Насколько я помню, я спала как обычно. Как всегда, я занималась рутинными делами, хотя и была взволнована этими чудесными событиями, происходящими со мной. В детстве я была ребенком с богатым воображением, и быстро научилась скрывать свою внутреннюю жизнь от окружающих. На мое отношение к семье это практически никак не влияло. Я не стала говорить с ними иначе… но теперь я видела их [и все остальное вокруг меня] sub specie eternitatis[17 - «Под формой вечности» (лат.) – цитата из «Этики» Спинозы: «Природе разума свойственно постигать вещи под некоторой формой вечности» (Спиноза Б. Избранные произведения.
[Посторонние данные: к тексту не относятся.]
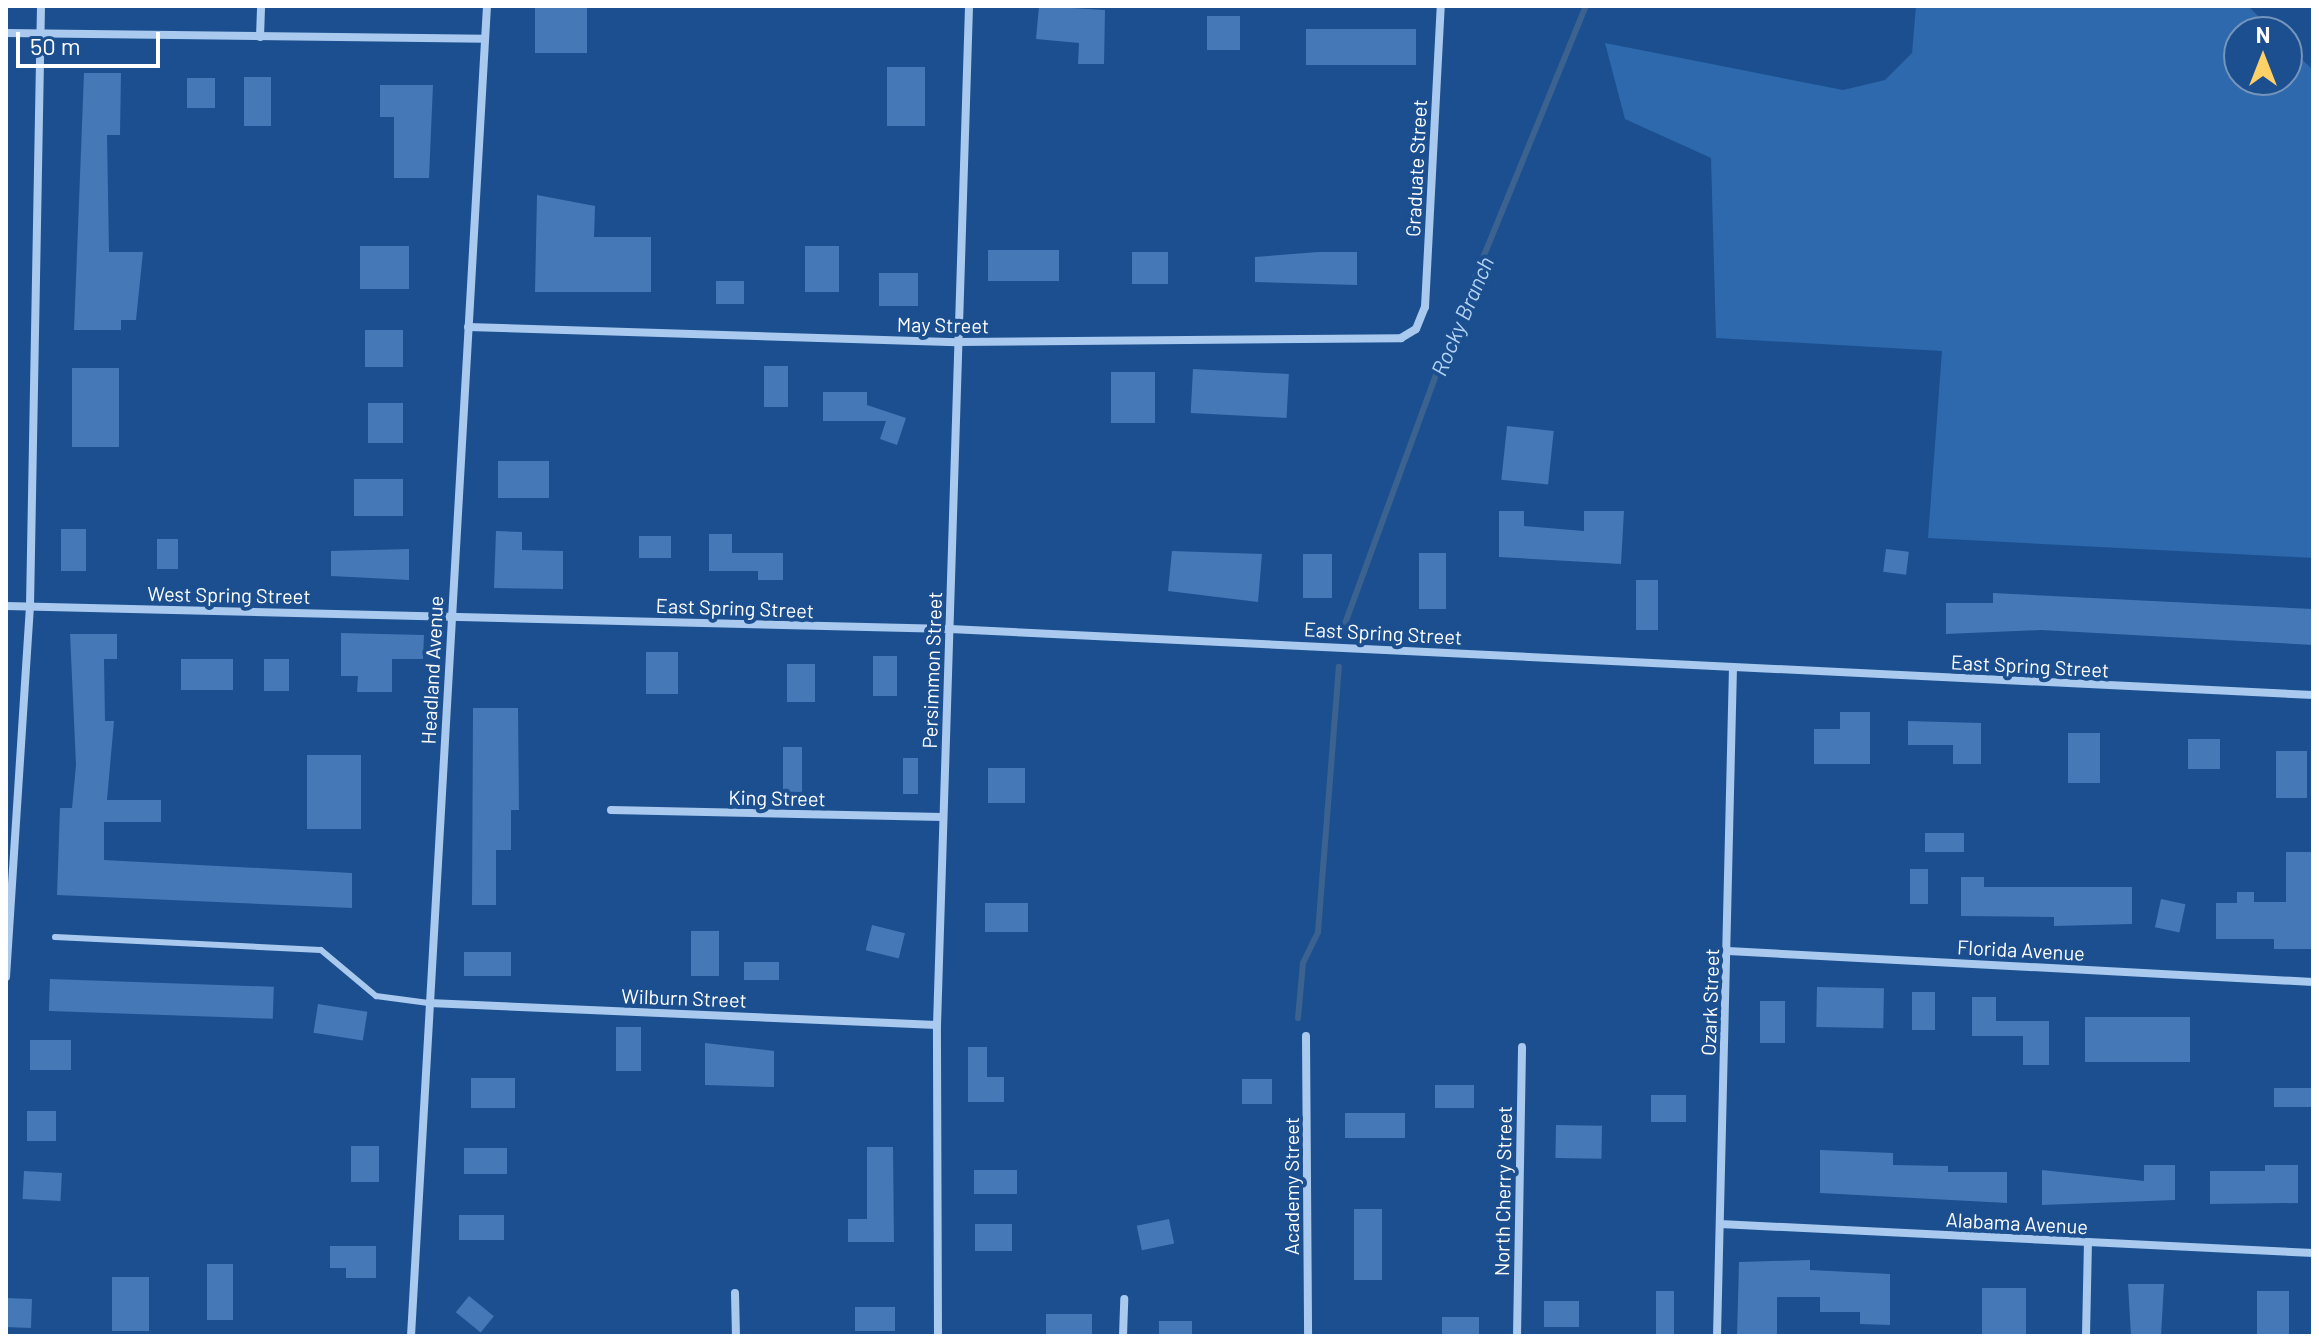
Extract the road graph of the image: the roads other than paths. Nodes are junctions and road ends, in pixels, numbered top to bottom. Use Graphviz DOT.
graph roads {
  1 [pos="41,6"];
  2 [pos="261,6"];
  3 [pos="487,6"];
  4 [pos="969,6"];
  5 [pos="1441,6"];
  6 [pos="6,33"];
  7 [pos="41,34"];
  8 [pos="260,37"];
  9 [pos="485,39"];
  10 [pos="468,327"];
  11 [pos="1416,329"];
  12 [pos="957,342"];
  13 [pos="6,606"];
  14 [pos="30,606"];
  15 [pos="451,616"];
  16 [pos="950,629"];
  17 [pos="1733,668"];
  18 [pos="2313,695"];
  19 [pos="611,810"];
  20 [pos="943,817"];
  21 [pos="55,937"];
  22 [pos="1728,951"];
  23 [pos="6,977"];
  24 [pos="2313,982"];
  25 [pos="429,1003"];
  26 [pos="937,1025"];
  27 [pos="1306,1036"];
  28 [pos="1522,1047"];
  29 [pos="1720,1224"];
  30 [pos="2088,1242"];
  31 [pos="2313,1253"];
  32 [pos="735,1293"];
  33 [pos="1124,1299"];
  34 [pos="411,1336"];
  35 [pos="736,1336"];
  36 [pos="938,1336"];
  37 [pos="1123,1336"];
  38 [pos="1308,1336"];
  39 [pos="1517,1336"];
  40 [pos="1717,1336"];
  41 [pos="2086,1336"];
  1 -- 7 [label="street"];
  2 -- 8 [label="street"];
  3 -- 9 [label="street, Headland Avenue"];
  4 -- 12 [label="street, Persimmon Street"];
  5 -- 11 [label="street, Graduate Street"];
  6 -- 7 [label="street"];
  7 -- 8 [label="street"];
  7 -- 14 [label="street"];
  8 -- 9 [label="street"];
  9 -- 10 [label="street, Headland Avenue"];
  10 -- 12 [label="street, May Street"];
  10 -- 15 [label="street, Headland Avenue"];
  11 -- 12 [label="street, May Street"];
  12 -- 16 [label="street, Persimmon Street"];
  13 -- 14 [label="street, West Spring Street"];
  14 -- 15 [label="street, West Spring Street"];
  14 -- 23 [label="street"];
  15 -- 16 [label="street, East Spring Street"];
  15 -- 25 [label="street, Headland Avenue"];
  16 -- 17 [label="street, East Spring Street"];
  16 -- 20 [label="street, Persimmon Street"];
  17 -- 18 [label="street, East Spring Street"];
  17 -- 22 [label="street, Ozark Street"];
  19 -- 20 [label="street, King Street"];
  20 -- 26 [label="street, Persimmon Street"];
  21 -- 25 [label="lane"];
  22 -- 24 [label="street, Florida Avenue"];
  22 -- 29 [label="street, Ozark Street"];
  25 -- 26 [label="street, Wilburn Street"];
  25 -- 34 [label="street, Headland Avenue"];
  26 -- 36 [label="street, Persimmon Street"];
  27 -- 38 [label="street, Academy Street"];
  28 -- 39 [label="street, North Cherry Street"];
  29 -- 30 [label="street, Alabama Avenue"];
  29 -- 40 [label="street, Ozark Street"];
  30 -- 31 [label="street, Alabama Avenue"];
  30 -- 41 [label="street"];
  32 -- 35 [label="street"];
  33 -- 37 [label="street"];
}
Т. I. М.: Гос. изд-во политической литературы, 1957. С. 442). – Прим. науч. ред.], купающимися в этом божественном свете.
Даже сейчас… я могу сказать, что жизнь так и не вернулась [полностью] в свою прежнюю колею… [видение] изменило мою жизнь навсегда, и ценность того, что мне было позволено осознать в те несколько дней, для меня превосходит все остальное…
Я знала, что меня «сопровождали» и что Спутник пришел из области нуминозного. Через пять дней видение исчезло, но не полностью. С тех пор интуитивное осознание того, что меня «сопровождают», всегда со мной. Та нуминозная фигура по-прежнему здесь, я знаю, и лишь неполнота моего зрения не позволяет мне увидеть ее… я убеждена, что каждого человека сопровождает такая фигура (Foster, 1985: 45–48).